Multi-sensory experience of audio books

Besides getting through audio books much faster on audio than by reading a book, I like audio books because I often remember poignant parts, scenes or quotes from books when I associate them with places I walked or drove by when listening to the book. The audio books come alive because I am having a multi-sensory experience. While passing by fennel bushes, a lemon tree, sour green almonds, poppies, a landmark, business or other place, I might associate their look and smell with a book I’ve listened to. This way, the books live on within me and around me long after I have listened to them.

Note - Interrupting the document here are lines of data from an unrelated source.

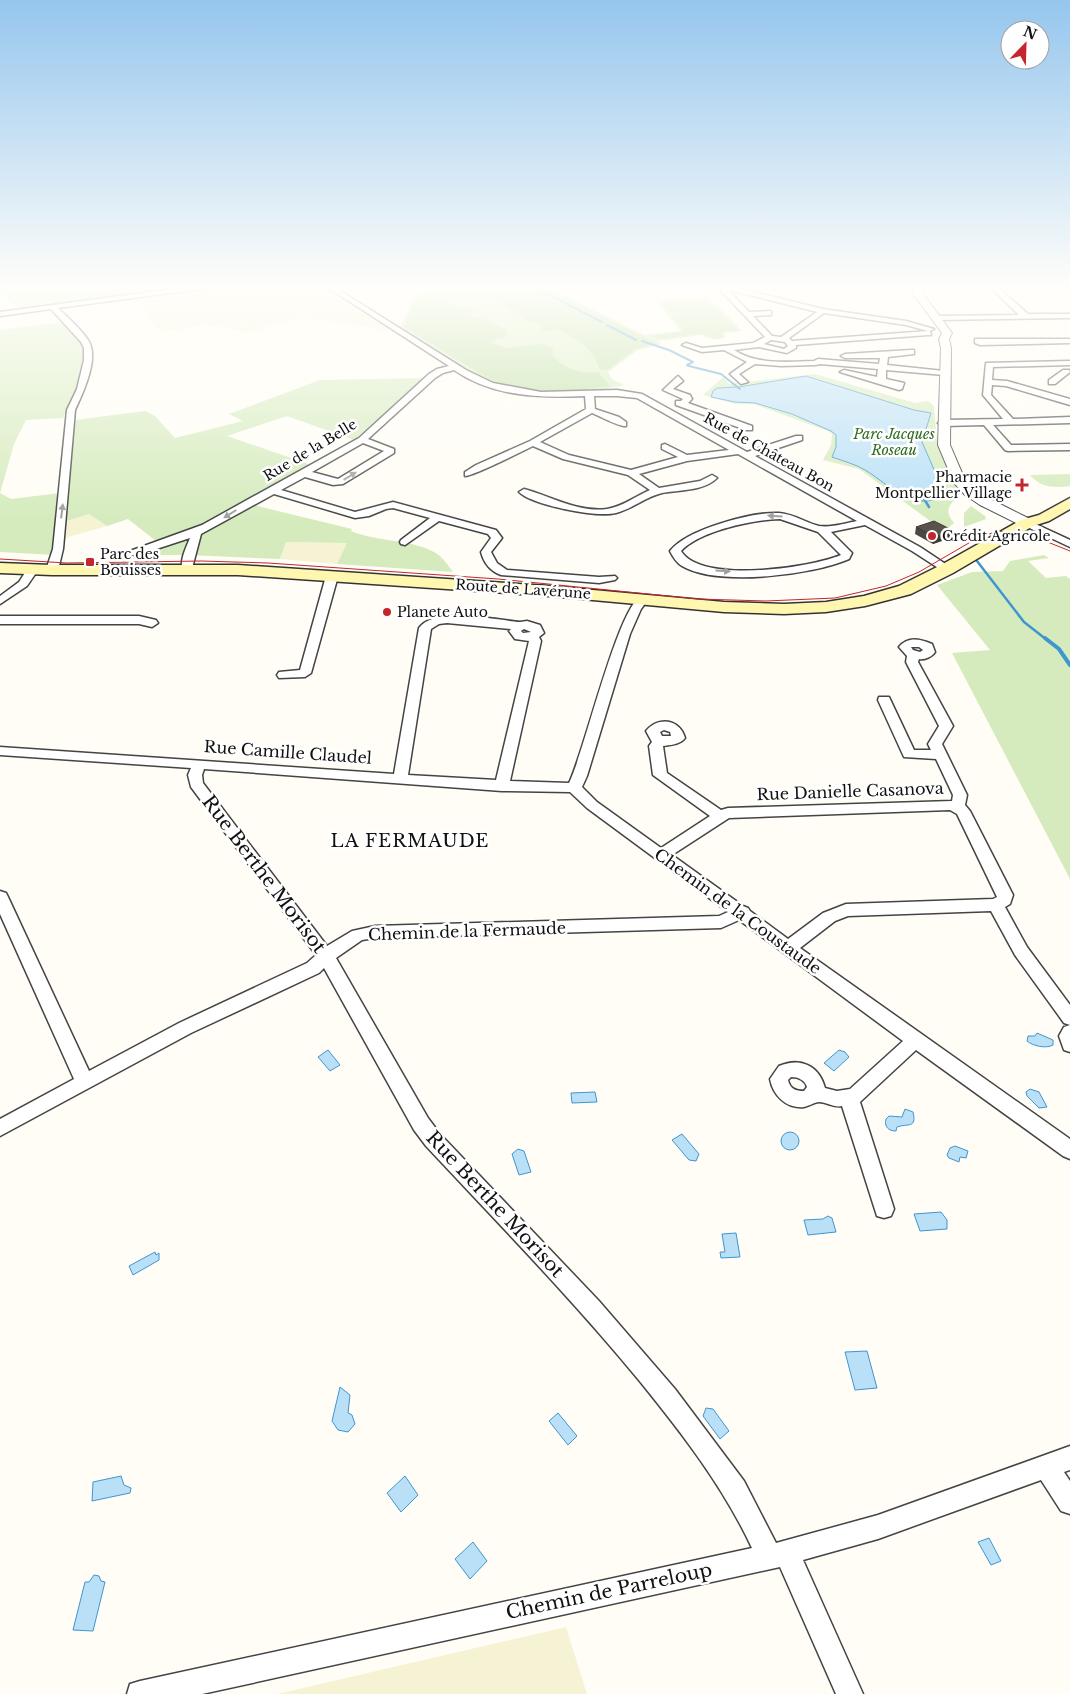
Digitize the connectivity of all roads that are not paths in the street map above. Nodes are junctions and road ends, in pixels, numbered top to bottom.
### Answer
1 (87, 364) edge
2 (452, 364) edge
3 (749, 364) edge
4 (851, 364) edge
5 (945, 364) edge
6 (1053, 364) edge
7 (1057, 364) edge
8 (455, 366) junction
9 (883, 367) junction
10 (844, 372) dead end
11 (944, 373) junction
12 (1068, 374) edge
13 (678, 378) dead end
14 (744, 382) dead end
15 (987, 382) junction
16 (1052, 382) dead end
17 (589, 394) junction
18 (1070, 402) edge
19 (679, 403) junction
20 (661, 408) junction
21 (591, 410) junction
22 (1070, 420) edge
23 (1010, 421) junction
24 (943, 422) junction
25 (986, 422) junction
26 (623, 424) dead end
27 (749, 428) dead end
28 (799, 438) dead end
29 (362, 440) junction
30 (533, 443) junction
31 (1070, 447) edge
32 (665, 448) dead end
33 (744, 453) junction
34 (686, 458) junction
35 (304, 473) junction
36 (631, 473) junction
37 (468, 474) dead end
38 (712, 478) dead end
39 (273, 491) junction
40 (657, 491) junction
41 (524, 492) dead end
42 (1070, 495) edge
43 (1070, 503) edge
44 (438, 517) junction
45 (866, 522) junction
46 (1027, 523) junction
47 (821, 529) junction
48 (196, 532) junction
49 (405, 542) dead end
50 (1070, 544) edge
51 (134, 553) dead end
52 (54, 565) junction
53 (0, 568) edge
54 (947, 569) junction
55 (32, 570) junction
56 (187, 570) junction
57 (332, 576) junction
58 (611, 578) dead end
59 (643, 598) junction
60 (0, 601) edge
61 (0, 620) edge
62 (152, 623) dead end
63 (913, 655) dead end
64 (283, 675) dead end
65 (884, 700) dead end
66 (659, 741) dead end
67 (0, 751) edge
68 (941, 755) junction
69 (199, 764) junction
70 (400, 778) junction
71 (502, 786) junction
72 (574, 788) junction
73 (958, 807) junction
74 (720, 816) junction
75 (661, 855) junction
76 (0, 897) edge
77 (996, 905) junction
78 (742, 912) junction
79 (789, 947) junction
80 (326, 956) junction
81 (1070, 1018) edge
82 (1070, 1032) edge
83 (915, 1040) junction
84 (1070, 1044) edge
85 (85, 1083) junction
86 (814, 1093) dead end
87 (850, 1097) junction
88 (0, 1128) edge
89 (1070, 1150) edge
90 (884, 1209) dead end
91 (1070, 1458) edge
92 (1046, 1466) junction
93 (1070, 1502) edge
94 (778, 1554) junction
95 (140, 1694) edge
96 (850, 1694) edge

52 -> 1 street
2 - 8 street, Rue de Château Bon
3 - 14 street
4 - 9 street
5 - 11 street
6 - 15 street
7 - 12 street
8 - 17 street, Rue de Château Bon
8 - 29 street, Rue de la Belle
9 - 10 street
9 - 11 street
11 - 24 street
12 - 16 street
13 - 19 street
15 - 18 street
15 - 23 street
17 - 20 street, Rue de Château Bon
17 - 21 street
19 - 20 street
19 - 27 street
20 - 33 street, Rue de Château Bon
21 - 26 street
21 - 30 street
22 - 23 street
23 - 25 street
24 - 25 street
24 - 46 street
25 - 31 street
28 - 33 street
29 - 35 street, Rue de la Belle
35 -> 29 street
30 - 36 street
30 - 37 street
32 - 34 street
33 - 34 street
33 - 45 street, Rue de Château Bon
34 - 36 street
35 - 39 street, Rue de la Belle
36 - 40 street
38 - 40 street
39 - 44 street
39 -> 48 street, Rue de la Belle
40 - 41 street
42 - 46 main road, Route de Lavérune
43 - 46 main road, Route de Lavérune
44 - 49 street
44 - 58 street
45 - 47 street
45 - 54 street, Rue de Château Bon
46 - 50 street
46 - 54 main road, Route de Lavérune
47 -> 47 street
48 - 51 street, Rue de la Belle
48 - 56 street
52 - 55 main road, Route de Lavérune
52 - 56 main road, Route de Lavérune
53 - 55 main road, Route de Lavérune
54 - 59 main road, Route de Lavérune
55 - 60 street
56 - 57 main road, Route de Lavérune
57 - 59 main road, Route de Lavérune
57 - 64 street
59 - 72 street
61 - 62 street
63 - 68 street
65 - 68 street
66 - 74 street
67 - 69 street, Rue Camille Claudel
68 - 73 street
69 - 70 street, Rue Camille Claudel
69 - 80 street, Rue Berthe Morisot
70 - 71 street, Rue Camille Claudel
70 - 71 street
71 - 72 street, Rue Camille Claudel
72 - 75 street, Chemin de la Coustaude
73 - 74 street, Rue Danielle Casanova
73 - 77 street, Rue Danielle Casanova
74 - 75 street, Rue Danielle Casanova
75 - 78 street, Chemin de la Coustaude
76 - 85 street
77 - 79 street
77 - 81 street
78 - 79 street, Chemin de la Coustaude
78 - 80 street, Chemin de la Fermaude
79 - 83 street, Chemin de la Coustaude
80 - 85 street, Chemin de la Fermaude
80 - 94 street, Rue Berthe Morisot
82 - 84 street
83 - 87 street
83 - 89 street, Chemin de la Coustaude
85 - 88 street, Chemin de la Fermaude
86 - 87 street
87 - 90 street
91 - 92 street, Chemin de Parreloup
92 - 93 street
92 - 94 street, Chemin de Parreloup
94 - 95 street, Chemin de Parreloup
94 - 96 street, Rue Berthe Morisot

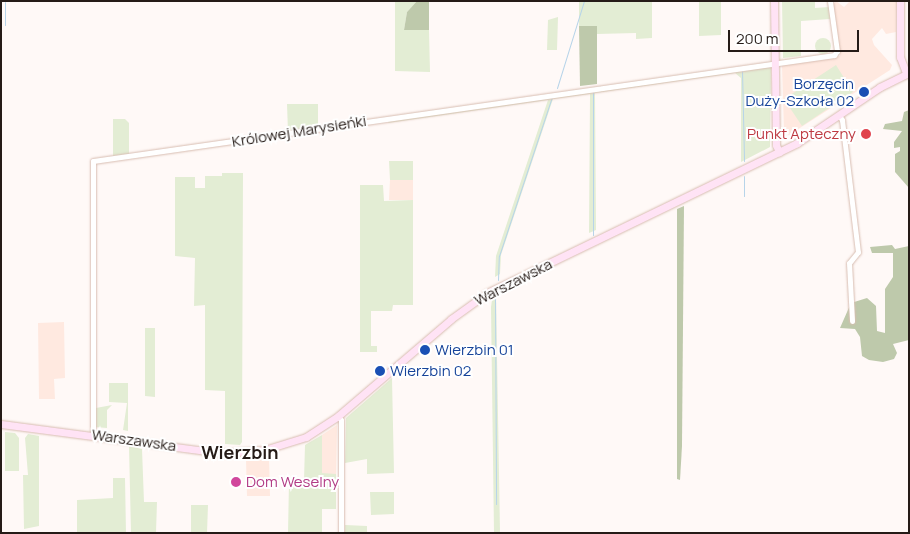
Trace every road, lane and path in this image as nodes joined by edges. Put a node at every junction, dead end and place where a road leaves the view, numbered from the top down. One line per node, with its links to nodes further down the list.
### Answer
1 (774, 1): 4 (main road)
2 (830, 1): 4 (street)
3 (900, 1): 5 (main road)
4 (775, 61): 7 (main road); 11 (street, Królowej Marysieńki)
5 (908, 73): 6 (main road, Warszawska)
6 (839, 115): 7 (main road, Warszawska); 8 (street)
7 (779, 152): 9 (main road, Warszawska)
8 (852, 321)
9 (338, 416): 11 (main road, Warszawska); 12 (street)
10 (1, 424): 11 (main road, Warszawska)
11 (93, 434)
12 (341, 533)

Listening to a description of a foreign world that I had to imagined or, in my case, a world I knew from my parents’ stories of Soviet life and my own time traveling and living in the former Soviet Union, was also multi-sensory experience. I was simultaneously remembering the past, imagining the past as described to me by others, looking at what was around me and paying attention to the story.

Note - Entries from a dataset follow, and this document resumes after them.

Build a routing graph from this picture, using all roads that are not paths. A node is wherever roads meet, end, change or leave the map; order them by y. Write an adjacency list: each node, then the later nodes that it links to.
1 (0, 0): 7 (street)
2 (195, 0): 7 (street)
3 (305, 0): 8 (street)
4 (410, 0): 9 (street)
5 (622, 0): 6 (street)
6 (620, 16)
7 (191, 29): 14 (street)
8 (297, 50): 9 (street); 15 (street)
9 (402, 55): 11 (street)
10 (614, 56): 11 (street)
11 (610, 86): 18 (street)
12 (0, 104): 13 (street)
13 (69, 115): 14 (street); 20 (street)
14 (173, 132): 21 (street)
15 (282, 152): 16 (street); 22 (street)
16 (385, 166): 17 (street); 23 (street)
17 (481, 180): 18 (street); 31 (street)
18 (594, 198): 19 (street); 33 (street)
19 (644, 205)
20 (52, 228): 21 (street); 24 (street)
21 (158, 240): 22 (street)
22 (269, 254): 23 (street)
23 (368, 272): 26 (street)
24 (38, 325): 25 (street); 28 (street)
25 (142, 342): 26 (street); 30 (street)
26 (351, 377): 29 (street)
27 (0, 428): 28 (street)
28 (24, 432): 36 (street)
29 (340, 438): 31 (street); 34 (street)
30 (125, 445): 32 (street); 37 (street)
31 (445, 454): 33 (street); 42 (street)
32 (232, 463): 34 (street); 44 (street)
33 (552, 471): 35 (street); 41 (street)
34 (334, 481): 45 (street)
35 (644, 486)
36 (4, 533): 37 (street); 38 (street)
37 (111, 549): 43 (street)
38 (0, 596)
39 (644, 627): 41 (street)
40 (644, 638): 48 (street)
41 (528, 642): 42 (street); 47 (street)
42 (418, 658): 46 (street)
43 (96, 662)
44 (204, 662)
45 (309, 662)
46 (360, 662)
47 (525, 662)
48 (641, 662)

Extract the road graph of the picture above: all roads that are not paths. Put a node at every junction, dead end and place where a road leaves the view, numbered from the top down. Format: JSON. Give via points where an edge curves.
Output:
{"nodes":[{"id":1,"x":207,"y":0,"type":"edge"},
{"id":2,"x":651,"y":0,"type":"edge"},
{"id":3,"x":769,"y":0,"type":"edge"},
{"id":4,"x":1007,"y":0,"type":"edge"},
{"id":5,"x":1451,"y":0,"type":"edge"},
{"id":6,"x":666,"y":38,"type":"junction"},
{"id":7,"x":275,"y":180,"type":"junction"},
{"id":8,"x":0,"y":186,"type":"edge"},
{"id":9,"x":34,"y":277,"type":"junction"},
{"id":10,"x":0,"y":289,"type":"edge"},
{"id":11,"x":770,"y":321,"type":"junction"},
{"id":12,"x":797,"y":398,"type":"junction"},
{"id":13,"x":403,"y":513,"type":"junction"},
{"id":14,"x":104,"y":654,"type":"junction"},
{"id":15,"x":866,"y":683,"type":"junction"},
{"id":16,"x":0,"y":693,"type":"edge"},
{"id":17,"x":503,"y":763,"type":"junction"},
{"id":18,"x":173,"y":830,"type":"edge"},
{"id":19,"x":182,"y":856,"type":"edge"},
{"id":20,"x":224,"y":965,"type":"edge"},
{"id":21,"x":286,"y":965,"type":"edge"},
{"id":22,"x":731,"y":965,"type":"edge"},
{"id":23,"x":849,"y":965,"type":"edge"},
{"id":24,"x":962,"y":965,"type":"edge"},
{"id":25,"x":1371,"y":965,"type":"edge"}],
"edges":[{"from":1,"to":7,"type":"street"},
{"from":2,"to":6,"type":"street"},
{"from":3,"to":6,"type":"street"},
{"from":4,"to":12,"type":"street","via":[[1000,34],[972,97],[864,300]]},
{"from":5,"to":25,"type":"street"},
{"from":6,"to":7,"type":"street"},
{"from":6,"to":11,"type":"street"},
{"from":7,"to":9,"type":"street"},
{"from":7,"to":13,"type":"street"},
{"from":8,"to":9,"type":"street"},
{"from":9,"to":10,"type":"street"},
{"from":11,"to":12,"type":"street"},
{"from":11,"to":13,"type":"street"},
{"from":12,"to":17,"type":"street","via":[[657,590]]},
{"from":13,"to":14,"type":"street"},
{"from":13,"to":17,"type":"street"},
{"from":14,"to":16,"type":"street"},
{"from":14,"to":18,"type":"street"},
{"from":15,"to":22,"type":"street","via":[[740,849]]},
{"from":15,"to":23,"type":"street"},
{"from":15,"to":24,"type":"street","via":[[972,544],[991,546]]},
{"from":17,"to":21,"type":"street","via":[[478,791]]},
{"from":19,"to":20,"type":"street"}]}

Even though I left the Soviet Union as a young child, the stories my family members have told me about their lives during Soviet times are very vivid. For example, I can imagine what it was like for people who had to read underground (banned) literature overnight or over a couple of days in their kitchen (and maybe by candlelight) before they had to pass it on to somebody else.

Unfortunately, during one occasion while listening to the book, I was driving to my friend’s Brazilian music show by Stanford Hospital while I also had the Google Maps app on my smartphone directing me to this new location. Just as the book was describing how Boris Pasternak had died of cancer, how people in his family were taking care of him and how the people in his is right or village reacted to his death into his funeral, the female voice on Google Maps was voicing directions, “In a ¼ mile, turn right,” “Make a U-turn,” etc. Since there was no sign for the restaurant, I had to listen to the directions several times before I could find the restaurant. It was as though listening to the Google Maps directions made me dishonor Pasternak on his deathbed, even though he died before I was born! When I arrived at the restaurant, there was a group of filthy rich Russians getting drunk on very expensive alcohol and dancing in a conga line to Brazilian music — a stark contrast to the Soviet reality Pasternak had faced.  

The next day, when I was making my breakfast and taking out the dishes from my dishwasher, I listened to the section about his death and his funeral again, without any vocal distractions. I owed the author a respectful listen to his death.

Can books change a repressed country?

As someone who loves literature and the arts, I would like to think that books, movies, music, theatre and other arts can foment change. However, Western literature and culture may have only influenced a small portion of the Soviet population that were avid readers and keen to consume banned literature. I don’t think the CIA was going to cause a revolt by getting a small fraction of the population to see a negative side of communism via the book Dr. Zhivago. But in the 1960s, the chief US spooks didn’t have the tools of cyber warfare, industrial espionage, social media and other modern forms of spycraft at their disposal. Literature was one of the forms of infiltration they tried to use.


 

For those who are interested in international affairs, literature, life in the former Soviet Union and spy craft, this is the book for you. I don’t think I’ve ever read a book that has so blended these interests of mine. The book also speaks about the anti-Semitism that Boris Pasternak faced in the former Soviet Union.